[Dataset entries]
== Segment start ==

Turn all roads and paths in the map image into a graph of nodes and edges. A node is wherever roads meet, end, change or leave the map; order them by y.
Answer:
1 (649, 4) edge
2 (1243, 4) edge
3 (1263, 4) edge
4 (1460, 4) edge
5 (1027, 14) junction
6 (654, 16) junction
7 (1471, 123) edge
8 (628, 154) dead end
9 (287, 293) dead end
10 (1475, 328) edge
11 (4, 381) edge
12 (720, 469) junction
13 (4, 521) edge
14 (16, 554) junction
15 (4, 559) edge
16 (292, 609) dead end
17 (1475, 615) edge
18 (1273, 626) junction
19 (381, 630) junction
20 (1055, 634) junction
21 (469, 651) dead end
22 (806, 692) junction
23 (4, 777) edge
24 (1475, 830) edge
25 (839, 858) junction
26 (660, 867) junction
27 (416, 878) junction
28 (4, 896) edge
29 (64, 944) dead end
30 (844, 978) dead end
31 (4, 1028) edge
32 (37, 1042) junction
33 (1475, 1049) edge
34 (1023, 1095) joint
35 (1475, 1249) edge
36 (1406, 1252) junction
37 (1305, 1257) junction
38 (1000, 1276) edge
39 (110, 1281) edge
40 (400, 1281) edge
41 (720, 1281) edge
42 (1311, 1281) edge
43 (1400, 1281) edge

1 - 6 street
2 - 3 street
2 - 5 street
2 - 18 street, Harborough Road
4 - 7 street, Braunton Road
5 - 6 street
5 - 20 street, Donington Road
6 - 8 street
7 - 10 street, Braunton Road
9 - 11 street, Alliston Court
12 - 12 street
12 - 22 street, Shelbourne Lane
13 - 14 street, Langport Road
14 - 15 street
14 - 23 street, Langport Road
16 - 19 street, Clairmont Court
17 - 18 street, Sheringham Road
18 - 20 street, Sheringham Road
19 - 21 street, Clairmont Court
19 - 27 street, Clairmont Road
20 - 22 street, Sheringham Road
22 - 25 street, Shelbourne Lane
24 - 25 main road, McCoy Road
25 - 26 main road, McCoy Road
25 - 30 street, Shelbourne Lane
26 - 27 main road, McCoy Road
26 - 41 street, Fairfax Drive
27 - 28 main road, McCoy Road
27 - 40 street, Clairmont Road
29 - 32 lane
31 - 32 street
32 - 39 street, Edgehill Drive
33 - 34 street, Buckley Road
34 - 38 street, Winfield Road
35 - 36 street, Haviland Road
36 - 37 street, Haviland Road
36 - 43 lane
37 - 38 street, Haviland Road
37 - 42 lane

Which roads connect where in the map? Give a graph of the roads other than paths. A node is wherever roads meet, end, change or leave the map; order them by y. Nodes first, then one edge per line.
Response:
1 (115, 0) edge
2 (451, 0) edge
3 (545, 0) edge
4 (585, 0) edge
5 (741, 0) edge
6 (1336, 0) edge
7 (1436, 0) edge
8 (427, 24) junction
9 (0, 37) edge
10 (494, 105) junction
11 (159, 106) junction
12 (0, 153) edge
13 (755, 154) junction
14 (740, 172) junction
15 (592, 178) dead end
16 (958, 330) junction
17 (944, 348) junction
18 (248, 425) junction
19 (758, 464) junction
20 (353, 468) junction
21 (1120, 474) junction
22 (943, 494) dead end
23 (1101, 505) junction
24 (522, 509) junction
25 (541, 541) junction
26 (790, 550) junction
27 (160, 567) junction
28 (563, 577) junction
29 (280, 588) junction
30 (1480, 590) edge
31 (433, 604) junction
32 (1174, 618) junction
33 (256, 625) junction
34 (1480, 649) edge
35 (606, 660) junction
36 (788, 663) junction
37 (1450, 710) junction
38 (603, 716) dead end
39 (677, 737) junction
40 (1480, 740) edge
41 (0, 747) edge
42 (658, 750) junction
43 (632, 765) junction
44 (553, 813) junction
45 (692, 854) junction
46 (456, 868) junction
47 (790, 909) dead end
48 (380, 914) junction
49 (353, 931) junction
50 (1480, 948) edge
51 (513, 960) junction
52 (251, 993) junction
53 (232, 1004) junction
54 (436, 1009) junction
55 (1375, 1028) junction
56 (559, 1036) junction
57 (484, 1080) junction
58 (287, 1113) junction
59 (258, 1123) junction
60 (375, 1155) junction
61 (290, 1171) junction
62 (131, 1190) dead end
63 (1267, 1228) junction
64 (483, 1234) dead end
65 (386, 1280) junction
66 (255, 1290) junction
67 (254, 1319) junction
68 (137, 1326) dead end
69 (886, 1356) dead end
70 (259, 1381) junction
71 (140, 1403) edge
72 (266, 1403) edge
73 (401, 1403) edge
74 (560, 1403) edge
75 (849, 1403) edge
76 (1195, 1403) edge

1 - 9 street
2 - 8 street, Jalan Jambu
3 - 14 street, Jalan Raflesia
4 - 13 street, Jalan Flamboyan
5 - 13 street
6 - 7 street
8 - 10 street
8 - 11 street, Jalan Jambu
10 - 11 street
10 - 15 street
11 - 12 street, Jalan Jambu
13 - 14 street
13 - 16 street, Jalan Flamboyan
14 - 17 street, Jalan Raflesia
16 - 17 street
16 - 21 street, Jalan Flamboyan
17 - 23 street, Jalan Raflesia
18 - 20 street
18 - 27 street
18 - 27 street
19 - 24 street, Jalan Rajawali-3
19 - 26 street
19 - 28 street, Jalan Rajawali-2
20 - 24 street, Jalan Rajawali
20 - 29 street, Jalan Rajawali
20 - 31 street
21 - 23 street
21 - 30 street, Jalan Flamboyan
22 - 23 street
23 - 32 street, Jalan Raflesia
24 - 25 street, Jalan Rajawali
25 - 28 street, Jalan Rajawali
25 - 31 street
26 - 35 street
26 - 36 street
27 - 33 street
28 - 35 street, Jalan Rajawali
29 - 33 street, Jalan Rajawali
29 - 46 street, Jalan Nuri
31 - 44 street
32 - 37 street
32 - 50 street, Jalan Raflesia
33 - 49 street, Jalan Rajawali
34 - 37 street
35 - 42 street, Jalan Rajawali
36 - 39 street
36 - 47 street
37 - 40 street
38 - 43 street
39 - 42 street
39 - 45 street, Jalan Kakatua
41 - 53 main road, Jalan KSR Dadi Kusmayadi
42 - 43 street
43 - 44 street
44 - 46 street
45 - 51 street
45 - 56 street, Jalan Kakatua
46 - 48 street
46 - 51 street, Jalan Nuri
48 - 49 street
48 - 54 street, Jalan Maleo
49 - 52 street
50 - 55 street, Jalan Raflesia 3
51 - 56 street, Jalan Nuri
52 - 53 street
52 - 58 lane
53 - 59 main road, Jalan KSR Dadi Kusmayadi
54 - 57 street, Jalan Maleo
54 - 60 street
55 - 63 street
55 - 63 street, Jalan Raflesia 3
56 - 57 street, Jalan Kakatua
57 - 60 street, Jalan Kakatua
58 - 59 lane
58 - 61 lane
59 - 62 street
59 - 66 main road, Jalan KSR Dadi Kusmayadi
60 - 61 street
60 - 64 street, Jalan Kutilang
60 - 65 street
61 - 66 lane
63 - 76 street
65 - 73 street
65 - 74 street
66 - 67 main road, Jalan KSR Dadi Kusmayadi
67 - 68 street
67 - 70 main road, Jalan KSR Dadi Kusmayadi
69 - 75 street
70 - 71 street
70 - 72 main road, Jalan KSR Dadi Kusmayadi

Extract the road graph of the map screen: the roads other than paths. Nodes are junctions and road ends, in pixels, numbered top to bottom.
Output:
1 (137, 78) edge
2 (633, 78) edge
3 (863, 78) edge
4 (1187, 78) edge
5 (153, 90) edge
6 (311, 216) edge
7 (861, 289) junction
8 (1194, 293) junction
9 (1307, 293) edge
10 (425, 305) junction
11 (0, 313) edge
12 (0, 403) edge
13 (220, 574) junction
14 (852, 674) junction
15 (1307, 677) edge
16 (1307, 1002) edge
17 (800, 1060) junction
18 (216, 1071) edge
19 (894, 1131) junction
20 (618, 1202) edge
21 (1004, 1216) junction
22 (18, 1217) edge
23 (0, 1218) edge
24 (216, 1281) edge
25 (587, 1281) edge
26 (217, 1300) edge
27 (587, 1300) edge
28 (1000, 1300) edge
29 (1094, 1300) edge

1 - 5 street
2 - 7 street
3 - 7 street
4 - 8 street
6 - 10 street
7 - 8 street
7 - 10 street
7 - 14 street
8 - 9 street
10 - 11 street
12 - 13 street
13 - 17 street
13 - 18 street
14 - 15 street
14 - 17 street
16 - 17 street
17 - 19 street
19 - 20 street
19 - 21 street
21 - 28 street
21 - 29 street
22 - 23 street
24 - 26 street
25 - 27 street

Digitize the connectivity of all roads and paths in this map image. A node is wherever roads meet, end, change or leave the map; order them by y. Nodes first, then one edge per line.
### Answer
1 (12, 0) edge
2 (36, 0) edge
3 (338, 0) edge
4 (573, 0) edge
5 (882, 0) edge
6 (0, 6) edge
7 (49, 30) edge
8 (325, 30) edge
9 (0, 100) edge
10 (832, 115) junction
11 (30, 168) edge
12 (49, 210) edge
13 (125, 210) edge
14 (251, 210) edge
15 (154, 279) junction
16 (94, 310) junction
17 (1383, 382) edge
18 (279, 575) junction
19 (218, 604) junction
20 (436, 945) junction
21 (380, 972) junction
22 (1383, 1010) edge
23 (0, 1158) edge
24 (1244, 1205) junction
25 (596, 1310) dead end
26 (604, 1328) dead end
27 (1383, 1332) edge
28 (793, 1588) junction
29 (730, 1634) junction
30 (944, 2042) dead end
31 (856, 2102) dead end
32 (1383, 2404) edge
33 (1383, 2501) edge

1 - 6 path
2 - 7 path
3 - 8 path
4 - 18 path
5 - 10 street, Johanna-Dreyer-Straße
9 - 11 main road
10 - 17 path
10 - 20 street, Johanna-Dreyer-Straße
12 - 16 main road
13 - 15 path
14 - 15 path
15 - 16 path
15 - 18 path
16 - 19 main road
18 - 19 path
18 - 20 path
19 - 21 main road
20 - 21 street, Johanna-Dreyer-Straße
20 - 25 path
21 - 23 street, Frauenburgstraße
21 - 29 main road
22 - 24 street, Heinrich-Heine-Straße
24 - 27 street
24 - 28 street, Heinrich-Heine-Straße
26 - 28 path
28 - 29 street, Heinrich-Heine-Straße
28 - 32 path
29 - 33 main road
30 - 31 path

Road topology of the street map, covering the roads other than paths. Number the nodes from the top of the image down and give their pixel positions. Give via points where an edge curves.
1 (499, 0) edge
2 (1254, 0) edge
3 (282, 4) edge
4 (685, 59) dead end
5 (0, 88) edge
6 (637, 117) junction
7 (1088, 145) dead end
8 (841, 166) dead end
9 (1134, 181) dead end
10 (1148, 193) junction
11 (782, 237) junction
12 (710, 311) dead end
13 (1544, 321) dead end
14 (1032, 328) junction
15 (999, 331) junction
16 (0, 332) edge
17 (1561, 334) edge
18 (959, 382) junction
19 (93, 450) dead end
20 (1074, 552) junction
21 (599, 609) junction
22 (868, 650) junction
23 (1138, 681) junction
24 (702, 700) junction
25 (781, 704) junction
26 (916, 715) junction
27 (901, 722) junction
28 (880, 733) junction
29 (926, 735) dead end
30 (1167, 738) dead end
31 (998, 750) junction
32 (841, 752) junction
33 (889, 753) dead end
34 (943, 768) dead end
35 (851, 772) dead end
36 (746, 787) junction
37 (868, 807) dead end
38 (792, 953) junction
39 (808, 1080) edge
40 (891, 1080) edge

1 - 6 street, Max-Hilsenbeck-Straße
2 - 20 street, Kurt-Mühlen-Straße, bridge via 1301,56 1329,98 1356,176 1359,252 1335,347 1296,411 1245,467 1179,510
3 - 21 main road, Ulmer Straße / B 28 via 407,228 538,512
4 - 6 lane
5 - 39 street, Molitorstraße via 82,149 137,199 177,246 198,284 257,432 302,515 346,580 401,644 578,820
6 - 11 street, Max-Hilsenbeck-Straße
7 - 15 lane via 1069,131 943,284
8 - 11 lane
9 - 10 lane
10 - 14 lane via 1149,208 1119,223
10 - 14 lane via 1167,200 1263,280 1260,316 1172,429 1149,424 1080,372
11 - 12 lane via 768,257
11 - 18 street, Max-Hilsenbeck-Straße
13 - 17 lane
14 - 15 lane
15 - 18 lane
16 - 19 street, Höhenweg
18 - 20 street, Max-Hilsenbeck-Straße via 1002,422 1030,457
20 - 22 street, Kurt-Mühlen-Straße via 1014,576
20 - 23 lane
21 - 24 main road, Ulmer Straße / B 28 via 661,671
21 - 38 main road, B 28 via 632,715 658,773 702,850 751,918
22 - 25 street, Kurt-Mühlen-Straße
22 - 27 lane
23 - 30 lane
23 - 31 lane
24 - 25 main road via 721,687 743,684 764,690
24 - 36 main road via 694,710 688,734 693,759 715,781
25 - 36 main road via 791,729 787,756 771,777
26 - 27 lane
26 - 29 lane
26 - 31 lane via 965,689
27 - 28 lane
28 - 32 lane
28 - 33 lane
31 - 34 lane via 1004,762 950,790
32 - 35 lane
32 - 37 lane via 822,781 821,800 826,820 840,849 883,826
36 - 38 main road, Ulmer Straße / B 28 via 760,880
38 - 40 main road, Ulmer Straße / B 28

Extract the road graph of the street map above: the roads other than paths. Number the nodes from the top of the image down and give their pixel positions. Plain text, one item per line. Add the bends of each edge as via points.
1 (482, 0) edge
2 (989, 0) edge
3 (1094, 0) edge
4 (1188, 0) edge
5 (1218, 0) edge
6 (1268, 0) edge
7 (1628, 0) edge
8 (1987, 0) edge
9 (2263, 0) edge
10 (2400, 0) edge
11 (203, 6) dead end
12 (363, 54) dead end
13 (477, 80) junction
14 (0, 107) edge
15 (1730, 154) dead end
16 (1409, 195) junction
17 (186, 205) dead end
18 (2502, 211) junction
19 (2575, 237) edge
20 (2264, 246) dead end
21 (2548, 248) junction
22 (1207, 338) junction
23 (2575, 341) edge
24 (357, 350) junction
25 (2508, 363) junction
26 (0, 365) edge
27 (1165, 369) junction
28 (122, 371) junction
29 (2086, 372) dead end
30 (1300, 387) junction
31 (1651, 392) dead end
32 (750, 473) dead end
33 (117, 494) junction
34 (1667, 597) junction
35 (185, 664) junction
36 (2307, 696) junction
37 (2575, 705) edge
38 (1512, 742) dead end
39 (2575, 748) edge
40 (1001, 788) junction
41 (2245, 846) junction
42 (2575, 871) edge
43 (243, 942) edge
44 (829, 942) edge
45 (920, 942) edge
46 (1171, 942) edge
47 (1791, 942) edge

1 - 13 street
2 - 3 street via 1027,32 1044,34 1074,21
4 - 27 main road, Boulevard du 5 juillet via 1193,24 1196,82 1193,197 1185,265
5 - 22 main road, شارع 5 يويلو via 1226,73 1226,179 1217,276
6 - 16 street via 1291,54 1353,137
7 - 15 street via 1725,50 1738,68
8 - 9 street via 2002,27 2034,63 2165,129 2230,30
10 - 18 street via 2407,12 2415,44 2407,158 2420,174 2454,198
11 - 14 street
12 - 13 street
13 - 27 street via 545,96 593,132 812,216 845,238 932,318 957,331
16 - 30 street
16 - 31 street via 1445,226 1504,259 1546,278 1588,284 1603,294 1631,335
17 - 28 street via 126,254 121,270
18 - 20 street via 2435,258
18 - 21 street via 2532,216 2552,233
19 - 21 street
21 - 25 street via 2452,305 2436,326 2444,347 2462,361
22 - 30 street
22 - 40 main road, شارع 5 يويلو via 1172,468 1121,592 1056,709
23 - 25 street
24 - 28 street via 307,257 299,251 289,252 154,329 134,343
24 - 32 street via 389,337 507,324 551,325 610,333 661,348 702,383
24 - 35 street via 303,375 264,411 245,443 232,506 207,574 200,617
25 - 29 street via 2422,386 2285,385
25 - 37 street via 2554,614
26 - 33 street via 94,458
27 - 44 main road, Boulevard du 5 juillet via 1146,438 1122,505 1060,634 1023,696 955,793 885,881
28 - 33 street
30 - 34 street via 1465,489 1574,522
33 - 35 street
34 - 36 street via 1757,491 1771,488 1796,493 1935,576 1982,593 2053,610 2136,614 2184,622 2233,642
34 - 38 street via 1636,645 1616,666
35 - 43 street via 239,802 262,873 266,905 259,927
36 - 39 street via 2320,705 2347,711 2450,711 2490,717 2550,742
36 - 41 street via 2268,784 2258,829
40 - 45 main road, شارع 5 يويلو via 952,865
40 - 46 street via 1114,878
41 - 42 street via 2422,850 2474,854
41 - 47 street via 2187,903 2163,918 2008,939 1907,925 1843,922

== Segment end ==

= Work request =
Could you return all lines from the data above that contain the string "Hilsenbeck"?

= Solution to the problem =
1 - 6 street, Max-Hilsenbeck-Straße
6 - 11 street, Max-Hilsenbeck-Straße
11 - 18 street, Max-Hilsenbeck-Straße
18 - 20 street, Max-Hilsenbeck-Straße via 1002,422 1030,457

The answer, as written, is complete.